• _Task brief_: For the word "Nodes", state how many lines of the data include it. Respond with the number only.

Source data: Begin

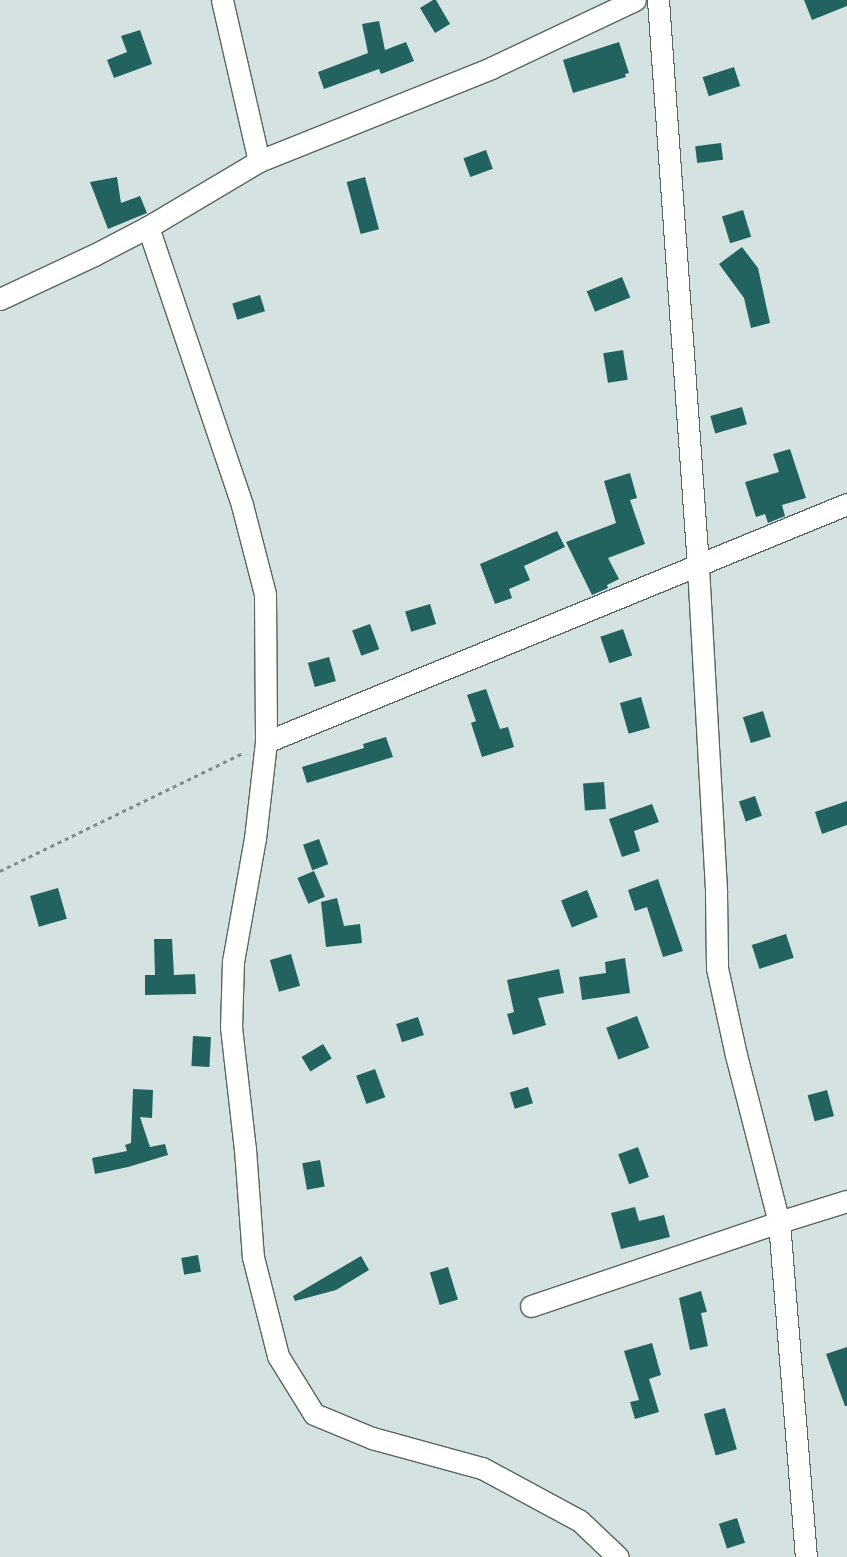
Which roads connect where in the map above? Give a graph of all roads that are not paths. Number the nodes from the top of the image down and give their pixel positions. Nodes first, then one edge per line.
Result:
1 (222, 0) edge
2 (635, 0) edge
3 (658, 0) edge
4 (259, 161) junction
5 (148, 227) junction
6 (0, 299) edge
7 (847, 504) edge
8 (698, 567) junction
9 (266, 742) junction
10 (847, 1201) edge
11 (779, 1222) junction
12 (532, 1306) dead end
13 (618, 1557) edge
14 (806, 1557) edge

1 - 4 street
2 - 4 street
3 - 8 street
4 - 5 street
5 - 6 street
5 - 9 street
7 - 8 street
8 - 9 street
8 - 11 street
9 - 13 street
10 - 11 street
11 - 12 street
11 - 14 street

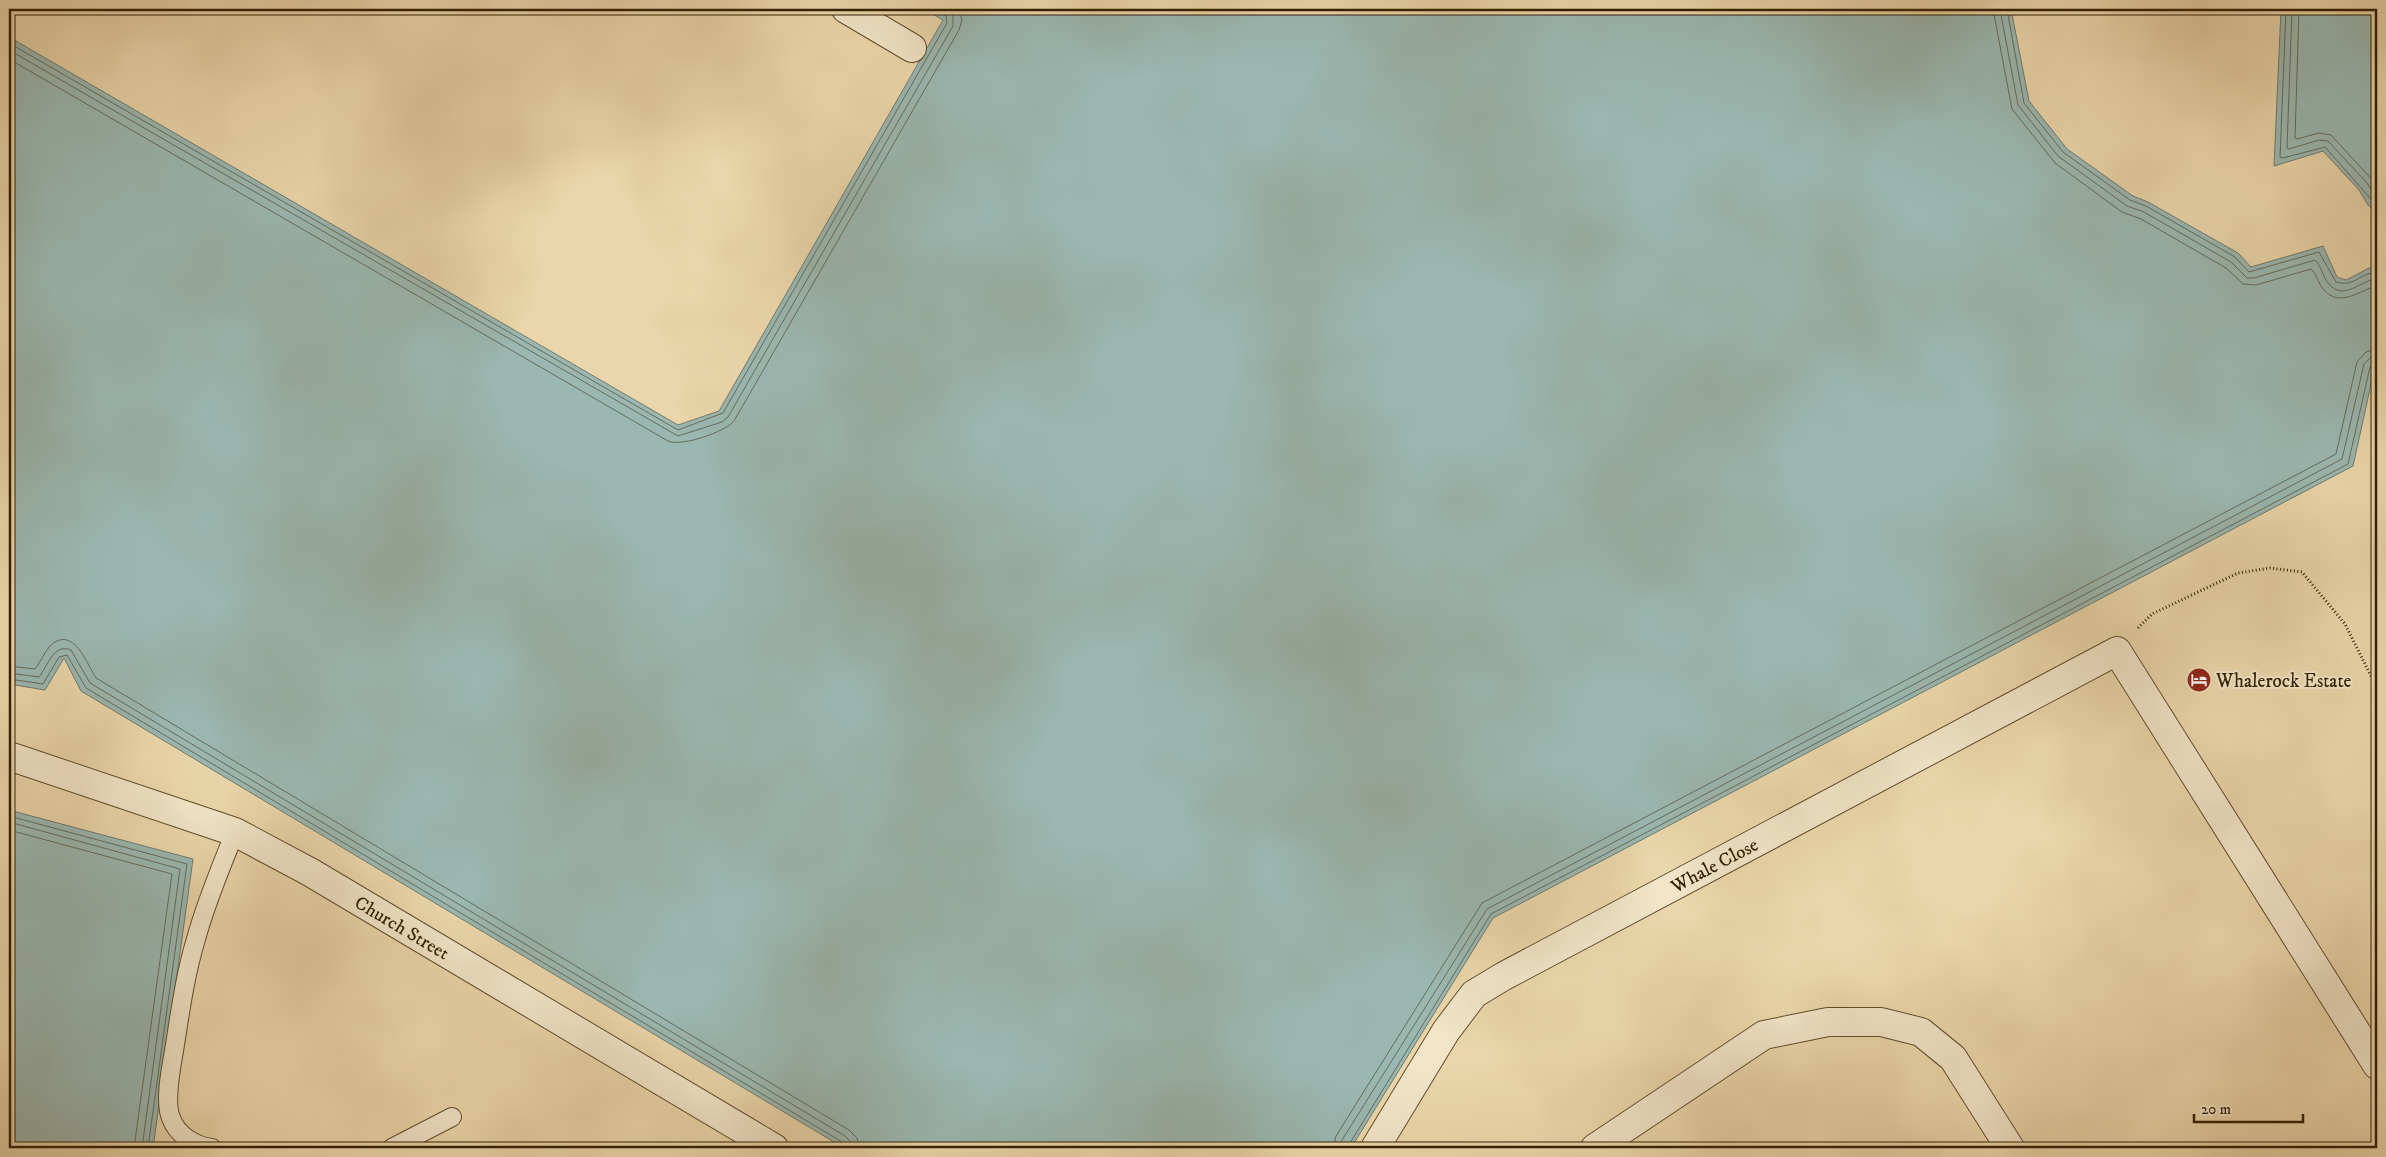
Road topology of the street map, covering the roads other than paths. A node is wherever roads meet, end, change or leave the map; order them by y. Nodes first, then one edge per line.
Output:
1 (846, 9) edge
2 (912, 48) dead end
3 (9, 756) edge
4 (235, 832) junction
5 (2377, 1065) edge
6 (452, 1117) dead end
7 (1385, 1145) edge
8 (212, 1148) edge
9 (392, 1148) edge
10 (774, 1148) edge
11 (1596, 1148) edge
12 (2010, 1148) edge

1 - 2 street
3 - 4 street, Church Street
4 - 8 lane
4 - 10 street, Church Street
5 - 7 street, Whale Close
6 - 9 lane
11 - 12 street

Source data: End

• _Response for this exercise_: 2